■ **Required action**
Pull every line holding the word "joint" out of the data and copy it.

■ **Dataset**
============================================================

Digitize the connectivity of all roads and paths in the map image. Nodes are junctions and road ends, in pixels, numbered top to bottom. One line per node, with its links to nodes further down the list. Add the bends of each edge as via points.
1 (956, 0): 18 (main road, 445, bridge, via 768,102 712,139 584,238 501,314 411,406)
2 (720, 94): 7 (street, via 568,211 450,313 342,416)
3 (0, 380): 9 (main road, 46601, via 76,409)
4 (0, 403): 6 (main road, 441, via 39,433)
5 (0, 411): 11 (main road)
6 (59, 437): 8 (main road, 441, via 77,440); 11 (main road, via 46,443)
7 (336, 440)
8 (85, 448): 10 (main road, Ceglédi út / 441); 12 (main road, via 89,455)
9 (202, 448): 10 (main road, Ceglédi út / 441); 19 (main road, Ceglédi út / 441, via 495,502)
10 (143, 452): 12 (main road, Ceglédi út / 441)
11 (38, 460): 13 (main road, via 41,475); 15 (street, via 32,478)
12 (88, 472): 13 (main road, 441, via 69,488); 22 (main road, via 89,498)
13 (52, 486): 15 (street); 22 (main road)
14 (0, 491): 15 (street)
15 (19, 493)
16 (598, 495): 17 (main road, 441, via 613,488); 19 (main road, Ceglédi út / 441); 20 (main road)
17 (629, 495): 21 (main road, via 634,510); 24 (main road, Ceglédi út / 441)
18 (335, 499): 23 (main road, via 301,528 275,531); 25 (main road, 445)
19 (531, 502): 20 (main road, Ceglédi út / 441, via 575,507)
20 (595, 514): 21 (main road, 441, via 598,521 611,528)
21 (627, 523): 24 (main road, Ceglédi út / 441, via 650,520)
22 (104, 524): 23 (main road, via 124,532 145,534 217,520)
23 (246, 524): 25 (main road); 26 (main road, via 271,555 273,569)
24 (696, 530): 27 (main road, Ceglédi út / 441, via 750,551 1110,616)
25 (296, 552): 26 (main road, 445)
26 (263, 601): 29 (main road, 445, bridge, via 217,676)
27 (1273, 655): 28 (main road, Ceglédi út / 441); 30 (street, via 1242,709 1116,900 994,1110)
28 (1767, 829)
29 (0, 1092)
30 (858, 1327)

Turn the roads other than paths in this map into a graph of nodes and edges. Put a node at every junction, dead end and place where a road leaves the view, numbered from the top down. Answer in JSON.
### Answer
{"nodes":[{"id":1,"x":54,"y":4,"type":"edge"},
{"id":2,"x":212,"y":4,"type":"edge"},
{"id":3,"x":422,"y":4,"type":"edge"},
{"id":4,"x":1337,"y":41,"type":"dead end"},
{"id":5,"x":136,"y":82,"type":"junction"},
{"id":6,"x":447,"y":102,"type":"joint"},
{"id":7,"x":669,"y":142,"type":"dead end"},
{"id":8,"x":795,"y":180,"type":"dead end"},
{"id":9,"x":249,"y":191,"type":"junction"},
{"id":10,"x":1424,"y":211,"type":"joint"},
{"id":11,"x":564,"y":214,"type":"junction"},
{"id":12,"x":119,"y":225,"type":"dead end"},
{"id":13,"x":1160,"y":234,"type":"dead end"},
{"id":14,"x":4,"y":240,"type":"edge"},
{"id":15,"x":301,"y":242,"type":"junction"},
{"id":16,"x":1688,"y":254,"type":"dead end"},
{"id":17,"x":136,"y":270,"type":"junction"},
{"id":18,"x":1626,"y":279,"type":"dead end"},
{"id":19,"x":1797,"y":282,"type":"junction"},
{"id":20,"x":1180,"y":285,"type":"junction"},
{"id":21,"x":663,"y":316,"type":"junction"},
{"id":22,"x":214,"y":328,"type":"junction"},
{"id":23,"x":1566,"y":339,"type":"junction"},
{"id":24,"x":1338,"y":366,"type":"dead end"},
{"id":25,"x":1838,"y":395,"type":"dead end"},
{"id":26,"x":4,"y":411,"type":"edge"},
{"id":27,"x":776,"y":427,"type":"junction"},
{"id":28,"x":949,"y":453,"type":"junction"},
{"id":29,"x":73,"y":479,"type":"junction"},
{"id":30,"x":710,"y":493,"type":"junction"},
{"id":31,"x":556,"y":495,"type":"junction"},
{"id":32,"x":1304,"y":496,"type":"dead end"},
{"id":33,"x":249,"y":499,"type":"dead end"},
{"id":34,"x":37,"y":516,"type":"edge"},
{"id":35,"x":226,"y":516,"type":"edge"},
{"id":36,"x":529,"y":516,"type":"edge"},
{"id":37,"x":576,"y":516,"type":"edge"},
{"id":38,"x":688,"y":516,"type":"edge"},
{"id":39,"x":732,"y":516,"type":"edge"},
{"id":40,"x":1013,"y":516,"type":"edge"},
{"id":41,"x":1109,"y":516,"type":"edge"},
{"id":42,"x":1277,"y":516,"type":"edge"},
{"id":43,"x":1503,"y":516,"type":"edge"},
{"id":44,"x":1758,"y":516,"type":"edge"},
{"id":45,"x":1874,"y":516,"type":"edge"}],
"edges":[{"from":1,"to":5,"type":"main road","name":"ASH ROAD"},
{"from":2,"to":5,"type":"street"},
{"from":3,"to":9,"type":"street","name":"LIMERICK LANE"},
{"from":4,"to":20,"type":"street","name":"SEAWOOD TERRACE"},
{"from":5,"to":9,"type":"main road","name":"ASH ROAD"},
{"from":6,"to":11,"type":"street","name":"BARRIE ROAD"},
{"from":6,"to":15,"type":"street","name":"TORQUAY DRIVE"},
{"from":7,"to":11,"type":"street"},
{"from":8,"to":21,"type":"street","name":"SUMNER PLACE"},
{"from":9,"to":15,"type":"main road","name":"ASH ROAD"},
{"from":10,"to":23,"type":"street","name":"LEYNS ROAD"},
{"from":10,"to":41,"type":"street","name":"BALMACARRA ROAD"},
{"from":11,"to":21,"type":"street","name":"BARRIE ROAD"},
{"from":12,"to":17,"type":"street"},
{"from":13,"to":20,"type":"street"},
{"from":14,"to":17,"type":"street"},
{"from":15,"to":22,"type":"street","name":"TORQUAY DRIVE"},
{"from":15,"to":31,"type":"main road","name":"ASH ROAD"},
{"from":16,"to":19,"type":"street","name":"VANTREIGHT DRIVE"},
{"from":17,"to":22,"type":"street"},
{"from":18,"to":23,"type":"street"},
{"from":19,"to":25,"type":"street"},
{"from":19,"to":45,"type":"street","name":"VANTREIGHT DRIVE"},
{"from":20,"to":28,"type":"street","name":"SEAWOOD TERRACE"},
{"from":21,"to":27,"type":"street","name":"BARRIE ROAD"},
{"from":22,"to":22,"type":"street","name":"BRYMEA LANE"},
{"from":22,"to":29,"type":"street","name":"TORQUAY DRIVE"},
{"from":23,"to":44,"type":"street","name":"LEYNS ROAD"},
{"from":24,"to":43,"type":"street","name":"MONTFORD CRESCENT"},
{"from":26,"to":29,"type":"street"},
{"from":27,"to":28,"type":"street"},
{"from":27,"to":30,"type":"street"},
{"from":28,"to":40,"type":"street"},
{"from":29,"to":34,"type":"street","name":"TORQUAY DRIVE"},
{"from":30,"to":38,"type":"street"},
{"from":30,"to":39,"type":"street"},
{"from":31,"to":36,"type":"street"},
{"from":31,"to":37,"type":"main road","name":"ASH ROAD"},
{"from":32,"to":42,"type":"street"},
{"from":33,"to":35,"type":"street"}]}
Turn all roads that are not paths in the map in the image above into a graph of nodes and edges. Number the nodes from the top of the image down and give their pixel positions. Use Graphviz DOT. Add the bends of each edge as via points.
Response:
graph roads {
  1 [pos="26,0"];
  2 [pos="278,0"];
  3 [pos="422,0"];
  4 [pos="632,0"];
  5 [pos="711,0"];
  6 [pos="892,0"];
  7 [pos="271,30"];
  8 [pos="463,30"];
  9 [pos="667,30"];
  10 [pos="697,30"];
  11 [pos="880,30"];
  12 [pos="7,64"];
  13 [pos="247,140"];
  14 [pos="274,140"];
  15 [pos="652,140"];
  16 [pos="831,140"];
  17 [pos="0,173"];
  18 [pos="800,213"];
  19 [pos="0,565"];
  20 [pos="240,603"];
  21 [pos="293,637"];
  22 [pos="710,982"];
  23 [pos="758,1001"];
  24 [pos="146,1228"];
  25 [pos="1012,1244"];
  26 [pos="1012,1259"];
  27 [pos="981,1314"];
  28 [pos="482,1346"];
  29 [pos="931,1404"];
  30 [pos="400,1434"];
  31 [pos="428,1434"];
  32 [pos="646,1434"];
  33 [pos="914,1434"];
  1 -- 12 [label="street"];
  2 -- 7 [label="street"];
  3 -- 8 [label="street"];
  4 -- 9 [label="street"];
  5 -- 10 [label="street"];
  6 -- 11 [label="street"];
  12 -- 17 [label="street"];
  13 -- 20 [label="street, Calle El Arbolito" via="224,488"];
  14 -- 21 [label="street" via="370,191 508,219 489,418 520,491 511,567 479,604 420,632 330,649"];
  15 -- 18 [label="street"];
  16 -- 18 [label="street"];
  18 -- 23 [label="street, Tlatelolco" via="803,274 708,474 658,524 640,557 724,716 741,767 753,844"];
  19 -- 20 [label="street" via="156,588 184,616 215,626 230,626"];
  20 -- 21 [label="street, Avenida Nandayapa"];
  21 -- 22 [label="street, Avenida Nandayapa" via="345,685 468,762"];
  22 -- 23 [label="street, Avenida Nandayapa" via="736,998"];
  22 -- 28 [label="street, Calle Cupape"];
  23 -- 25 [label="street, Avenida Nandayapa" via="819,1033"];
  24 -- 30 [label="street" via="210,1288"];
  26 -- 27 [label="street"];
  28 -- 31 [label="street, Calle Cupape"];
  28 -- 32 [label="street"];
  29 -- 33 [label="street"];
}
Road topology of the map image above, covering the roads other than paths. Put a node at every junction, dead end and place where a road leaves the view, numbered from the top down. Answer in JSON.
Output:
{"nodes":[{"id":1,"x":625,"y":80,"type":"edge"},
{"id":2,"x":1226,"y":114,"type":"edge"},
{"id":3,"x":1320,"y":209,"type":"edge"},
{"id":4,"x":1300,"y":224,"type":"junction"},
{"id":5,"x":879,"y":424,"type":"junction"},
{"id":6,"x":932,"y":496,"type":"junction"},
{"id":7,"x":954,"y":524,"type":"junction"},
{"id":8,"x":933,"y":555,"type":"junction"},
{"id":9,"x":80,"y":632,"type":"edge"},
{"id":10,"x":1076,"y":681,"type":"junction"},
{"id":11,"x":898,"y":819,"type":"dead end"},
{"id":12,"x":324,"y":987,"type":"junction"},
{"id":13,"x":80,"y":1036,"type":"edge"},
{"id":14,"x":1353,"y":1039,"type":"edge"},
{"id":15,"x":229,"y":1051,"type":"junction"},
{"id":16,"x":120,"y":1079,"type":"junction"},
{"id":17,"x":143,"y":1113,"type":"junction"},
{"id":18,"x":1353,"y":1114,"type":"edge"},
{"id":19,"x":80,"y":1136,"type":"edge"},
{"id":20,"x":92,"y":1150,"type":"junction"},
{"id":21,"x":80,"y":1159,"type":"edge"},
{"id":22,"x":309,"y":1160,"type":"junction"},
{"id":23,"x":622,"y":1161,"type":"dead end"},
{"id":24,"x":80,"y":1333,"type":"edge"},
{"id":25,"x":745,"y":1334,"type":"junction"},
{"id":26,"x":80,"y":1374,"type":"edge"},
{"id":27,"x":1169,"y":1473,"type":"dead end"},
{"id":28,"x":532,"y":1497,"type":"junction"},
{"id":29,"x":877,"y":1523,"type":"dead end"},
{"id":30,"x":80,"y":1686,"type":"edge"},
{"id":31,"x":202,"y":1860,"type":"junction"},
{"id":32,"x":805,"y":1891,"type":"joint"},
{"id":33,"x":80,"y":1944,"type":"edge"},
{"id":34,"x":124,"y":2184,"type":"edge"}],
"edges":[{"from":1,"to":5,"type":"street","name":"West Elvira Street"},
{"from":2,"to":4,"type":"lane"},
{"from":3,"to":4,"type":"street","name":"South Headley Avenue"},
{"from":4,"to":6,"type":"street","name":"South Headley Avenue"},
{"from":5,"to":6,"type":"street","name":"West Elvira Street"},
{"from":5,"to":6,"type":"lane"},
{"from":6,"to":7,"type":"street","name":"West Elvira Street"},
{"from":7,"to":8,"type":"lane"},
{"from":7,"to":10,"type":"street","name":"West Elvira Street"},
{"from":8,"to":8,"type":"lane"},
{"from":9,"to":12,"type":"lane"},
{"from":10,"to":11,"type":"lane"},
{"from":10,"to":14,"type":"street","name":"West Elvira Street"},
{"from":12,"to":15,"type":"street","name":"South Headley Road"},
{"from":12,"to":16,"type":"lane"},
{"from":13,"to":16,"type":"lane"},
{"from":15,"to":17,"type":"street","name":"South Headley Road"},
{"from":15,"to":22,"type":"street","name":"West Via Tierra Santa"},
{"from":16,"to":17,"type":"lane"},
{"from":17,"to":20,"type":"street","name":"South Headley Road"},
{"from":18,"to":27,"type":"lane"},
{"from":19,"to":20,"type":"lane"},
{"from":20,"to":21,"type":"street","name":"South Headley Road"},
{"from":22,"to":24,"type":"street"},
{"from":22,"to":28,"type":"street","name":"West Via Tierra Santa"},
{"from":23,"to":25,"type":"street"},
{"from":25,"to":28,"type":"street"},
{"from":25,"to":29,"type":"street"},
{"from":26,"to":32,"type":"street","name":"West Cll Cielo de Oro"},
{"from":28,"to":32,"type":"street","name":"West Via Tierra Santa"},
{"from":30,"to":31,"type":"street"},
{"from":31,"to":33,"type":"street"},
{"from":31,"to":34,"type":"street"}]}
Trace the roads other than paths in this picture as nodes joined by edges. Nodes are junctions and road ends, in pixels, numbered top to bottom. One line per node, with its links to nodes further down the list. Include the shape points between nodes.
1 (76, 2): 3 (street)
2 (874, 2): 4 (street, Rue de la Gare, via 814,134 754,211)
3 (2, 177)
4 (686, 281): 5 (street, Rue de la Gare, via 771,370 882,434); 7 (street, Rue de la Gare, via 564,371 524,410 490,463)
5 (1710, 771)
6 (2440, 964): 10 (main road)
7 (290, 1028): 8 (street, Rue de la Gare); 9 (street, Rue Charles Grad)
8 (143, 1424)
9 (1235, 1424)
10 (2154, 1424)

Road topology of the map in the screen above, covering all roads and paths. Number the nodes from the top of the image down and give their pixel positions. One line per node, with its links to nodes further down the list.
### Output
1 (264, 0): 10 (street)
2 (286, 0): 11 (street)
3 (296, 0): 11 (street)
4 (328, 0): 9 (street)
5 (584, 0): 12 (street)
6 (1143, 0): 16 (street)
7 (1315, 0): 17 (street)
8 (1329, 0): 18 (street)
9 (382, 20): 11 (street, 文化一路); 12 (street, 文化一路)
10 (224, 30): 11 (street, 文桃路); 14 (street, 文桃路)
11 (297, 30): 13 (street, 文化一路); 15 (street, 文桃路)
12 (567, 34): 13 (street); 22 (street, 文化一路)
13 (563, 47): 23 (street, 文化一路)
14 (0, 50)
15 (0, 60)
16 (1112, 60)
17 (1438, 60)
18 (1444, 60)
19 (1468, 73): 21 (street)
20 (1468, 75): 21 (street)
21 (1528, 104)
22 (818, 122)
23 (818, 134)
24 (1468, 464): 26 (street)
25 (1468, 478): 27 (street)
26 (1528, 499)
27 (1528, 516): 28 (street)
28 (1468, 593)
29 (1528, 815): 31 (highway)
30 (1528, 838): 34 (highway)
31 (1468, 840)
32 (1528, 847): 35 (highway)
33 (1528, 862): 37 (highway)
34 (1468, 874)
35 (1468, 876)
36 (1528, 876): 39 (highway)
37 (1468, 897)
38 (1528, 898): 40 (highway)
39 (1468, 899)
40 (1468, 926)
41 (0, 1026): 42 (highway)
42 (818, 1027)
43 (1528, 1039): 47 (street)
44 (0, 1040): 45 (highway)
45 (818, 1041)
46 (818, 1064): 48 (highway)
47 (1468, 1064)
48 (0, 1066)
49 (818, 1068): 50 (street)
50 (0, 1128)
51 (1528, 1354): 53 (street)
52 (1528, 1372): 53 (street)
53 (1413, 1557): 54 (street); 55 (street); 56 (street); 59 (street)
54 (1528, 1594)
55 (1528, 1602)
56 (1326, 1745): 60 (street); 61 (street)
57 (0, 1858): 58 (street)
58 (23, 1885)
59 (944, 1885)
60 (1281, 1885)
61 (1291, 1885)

============================================================

■ **Task response**
{"id":6,"x":447,"y":102,"type":"joint"},
{"id":10,"x":1424,"y":211,"type":"joint"},
{"id":32,"x":805,"y":1891,"type":"joint"},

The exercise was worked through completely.